By silencing Citizen FM, you demonstrated your utter lack of interest in the enlightenment of the Gambian Nation. You would rather rule over a Nation of uninformed illiterates. You would rather not the vast majority of Gambians know what the papers are saying about you and your government. You would rather not the vast majority of Gambian people know that you or your government have done something deserving of some form of criticism, deserved or undeserved. You were so obsessed with your personal interest that you could not see that the newspapers also wrote about many other events and issues of world historical significance that had nothing to do with you or your government and that the people were interested in learning about. In ruthlessly silencing Citizen FM, you stand accused of denying the Gambian people a free opportunity to become not only better enlightened citizens, but also more alive to their local and global environments, and more alive and empowered as human beings. What Baboucarr Gaye tried to do was open the world up to that majority of Gambians for whom the written word represents an oppressive and suffocating world they could never hope to penetrate without the benefit of translation. But no, having an enlightened Gambian citizenry would rob you of the privilege of maintaining the socially useful lie of divine kingship with which you continue to baffle them.
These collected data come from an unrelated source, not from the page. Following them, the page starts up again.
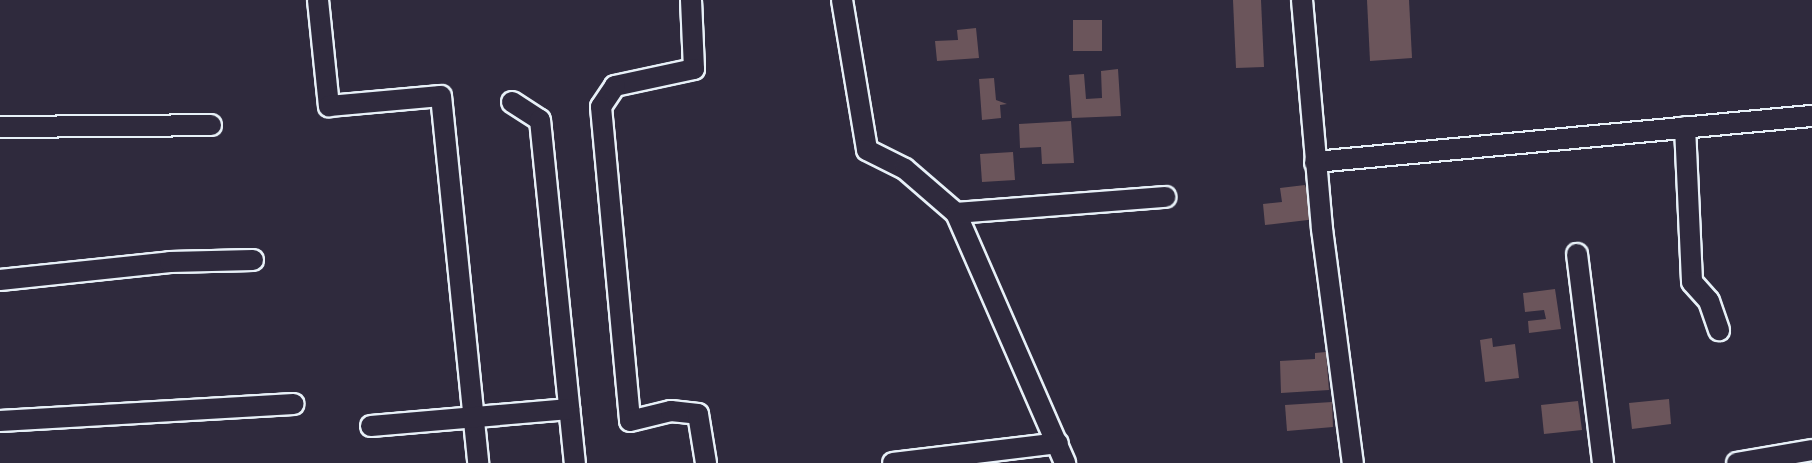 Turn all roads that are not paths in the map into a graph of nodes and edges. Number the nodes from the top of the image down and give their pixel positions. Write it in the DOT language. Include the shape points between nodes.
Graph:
graph roads {
  1 [pos="318,0"];
  2 [pos="691,0"];
  3 [pos="842,0"];
  4 [pos="1302,0"];
  5 [pos="512,102"];
  6 [pos="1812,116"];
  7 [pos="211,125"];
  8 [pos="0,127"];
  9 [pos="1685,127"];
  10 [pos="1315,162"];
  11 [pos="1165,197"];
  12 [pos="956,213"];
  13 [pos="1577,254"];
  14 [pos="253,260"];
  15 [pos="0,280"];
  16 [pos="1719,330"];
  17 [pos="294,404"];
  18 [pos="569,409"];
  19 [pos="475,418"];
  20 [pos="0,421"];
  21 [pos="371,426"];
  22 [pos="1058,443"];
  23 [pos="1812,450"];
  24 [pos="1772,460"];
  25 [pos="478,463"];
  26 [pos="575,463"];
  27 [pos="706,463"];
  28 [pos="893,463"];
  29 [pos="1065,463"];
  30 [pos="1353,463"];
  31 [pos="1603,463"];
  32 [pos="1737,463"];
  1 -- 19 [label="street" via="329,106 441,96"];
  2 -- 27 [label="street" via="694,69 615,86 601,107 630,421 671,411 698,414"];
  3 -- 12 [label="street" via="867,150 905,169"];
  4 -- 10 [label="street"];
  5 -- 18 [label="street" via="540,120"];
  6 -- 9 [label="street"];
  7 -- 8 [label="street"];
  9 -- 10 [label="street"];
  9 -- 16 [label="street" via="1692,282 1709,301"];
  10 -- 30 [label="street"];
  11 -- 12 [label="street"];
  12 -- 22 [label="street"];
  13 -- 31 [label="street"];
  14 -- 15 [label="street" via="170,262"];
  17 -- 20 [label="street"];
  18 -- 19 [label="street"];
  18 -- 26 [label="street"];
  19 -- 21 [label="street"];
  19 -- 25 [label="street"];
  22 -- 28 [label="street"];
  22 -- 29 [label="street"];
  23 -- 24 [label="street"];
  24 -- 32 [label="street"];
} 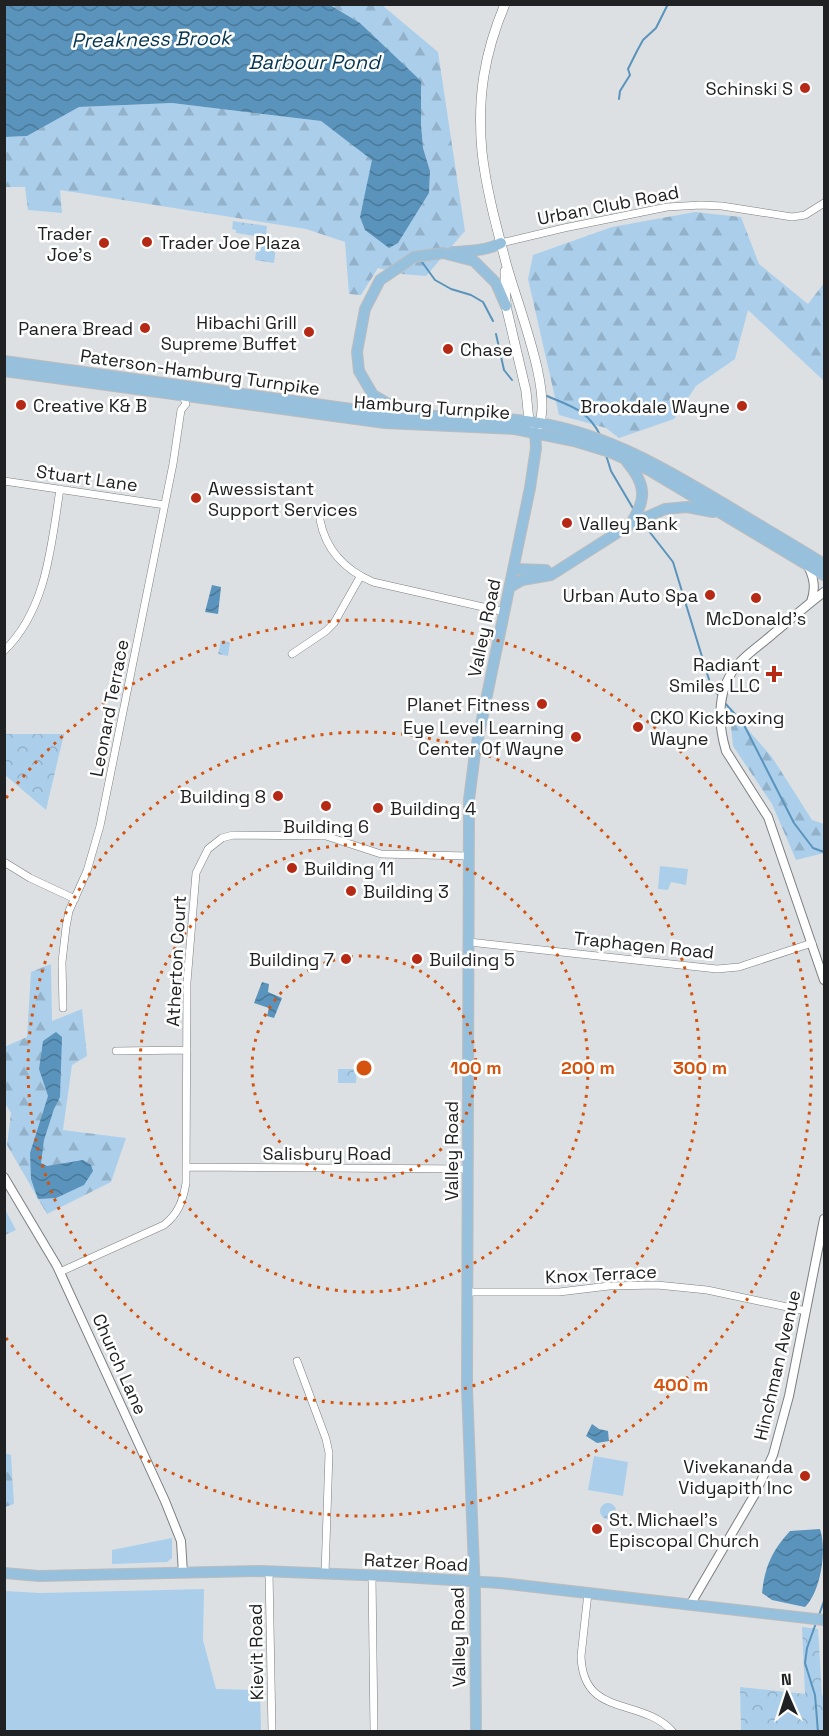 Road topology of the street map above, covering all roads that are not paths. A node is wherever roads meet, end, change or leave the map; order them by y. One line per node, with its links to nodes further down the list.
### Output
1 (505, 4): 3 (main road, Valley Road)
2 (825, 203): 3 (street, Urban Club Road)
3 (501, 243): 4 (main road); 5 (main road, Valley Road)
4 (443, 253): 6 (main road); 10 (main road)
5 (505, 262): 6 (main road, Valley Road); 11 (main road, Valley Road)
6 (506, 306): 11 (main road, Valley Road)
7 (4, 361): 10 (main road, Paterson-Hamburg Turnpike)
8 (4, 371): 9 (main road, Hamburg Turnpike)
9 (183, 396): 11 (main road, Hamburg Turnpike); 16 (street, Leonard Terrace)
10 (412, 416): 11 (main road, Paterson-Hamburg Turnpike)
11 (535, 426): 12 (main road, Hamburg Turnpike); 12 (main road, Paterson-Hamburg Turnpike); 23 (main road, Valley Road)
12 (605, 447): 13 (main road, Hamburg Turnpike); 20 (main road, Paterson-Hamburg Turnpike)
13 (622, 458): 17 (main road, Hamburg Turnpike); 19 (main road)
14 (4, 481): 15 (street, Stuart Lane)
15 (60, 489): 16 (street, Stuart Lane); 30 (street)
16 (165, 505): 34 (street, Leonard Terrace)
17 (722, 514): 19 (main road); 21 (main road, Hamburg Turnpike)
18 (321, 520): 25 (street)
19 (631, 524): 22 (main road)
20 (825, 564)
21 (808, 565): 24 (main road, Hamburg Turnpike); 28 (street)
22 (561, 567): 23 (main road); 26 (main road)
23 (513, 569): 26 (main road, Valley Road)
24 (825, 575)
25 (360, 577): 29 (street); 31 (street)
26 (510, 587): 29 (main road, Valley Road)
27 (825, 592): 28 (street)
28 (811, 602): 36 (street)
29 (505, 612): 32 (main road, Valley Road)
30 (4, 651)
31 (292, 654)
32 (469, 856): 35 (main road, Valley Road); 39 (street, Atherton Court)
33 (5, 864): 34 (street)
34 (75, 899): 38 (street, Leonard Terrace)
35 (469, 942): 36 (street, Traphagen Road); 42 (main road, Valley Road)
36 (812, 943): 37 (street)
37 (825, 980)
38 (63, 1008)
39 (187, 1050): 40 (street); 41 (street, Atherton Court)
40 (116, 1051)
41 (186, 1167): 42 (street, Salisbury Road); 45 (street, Atherton Court)
42 (468, 1169): 46 (main road, Valley Road)
43 (4, 1177): 45 (street, Church Lane)
44 (825, 1219): 47 (street, Hinchman Avenue)
45 (60, 1272): 51 (street, Church Lane)
46 (468, 1292): 47 (street, Knox Terrace); 54 (main road, Valley Road)
47 (806, 1311): 56 (street, Hinchman Avenue)
48 (297, 1361): 52 (street)
49 (270, 1571): 51 (main road, Ratzer Road); 52 (main road, Ratzer Road); 58 (street, Kievit Road)
50 (4, 1573): 51 (main road, Ratzer Road)
51 (183, 1573)
52 (325, 1574): 53 (main road, Ratzer Road)
53 (372, 1576): 54 (main road, Ratzer Road); 59 (street)
54 (474, 1581): 55 (main road, Ratzer Road); 60 (main road, Valley Road)
55 (588, 1593): 56 (main road, Ratzer Road); 61 (street)
56 (690, 1605): 57 (main road, Ratzer Road)
57 (825, 1620)
58 (272, 1731)
59 (374, 1731)
60 (476, 1731)
61 (673, 1731)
The image of Mansa Jammeh must remain perpetually untainted by impudent questions. Only questions of adoration and adulation with their attendant visions of an all-powerful, all-generous, all-righteous and never-mistaken, never-wrong monarch of legendary proportions must be allowed to invade the ears of our illiterate masses. The image you seek, Dr. Jammeh, is the image of the Divine and should not be sought by an ordinary mortal. So beware!

 
As you can see Dr. Jammeh, the problem of Baboucarr Gaye and Citizen FM – like many other unpleasant issues that litter the landscape of your regime – is just too big to be swept under the carpet and forgotten. You may have killed the medium, but the truth that the medium spoke cannot be killed because, as we indicated earlier, Truth is of the Divine Essence. Having once been assimilated into the essence of the Gambian Nation Mind, the truth of Citizen FM will always remain part of the Gambian Nation Mind. Long after all of us are gone, the story of Baboucarr Gaye and Citizen FM will be remembered and studied, and guilty verdicts will ceaselessly be announced against you.

So help you God.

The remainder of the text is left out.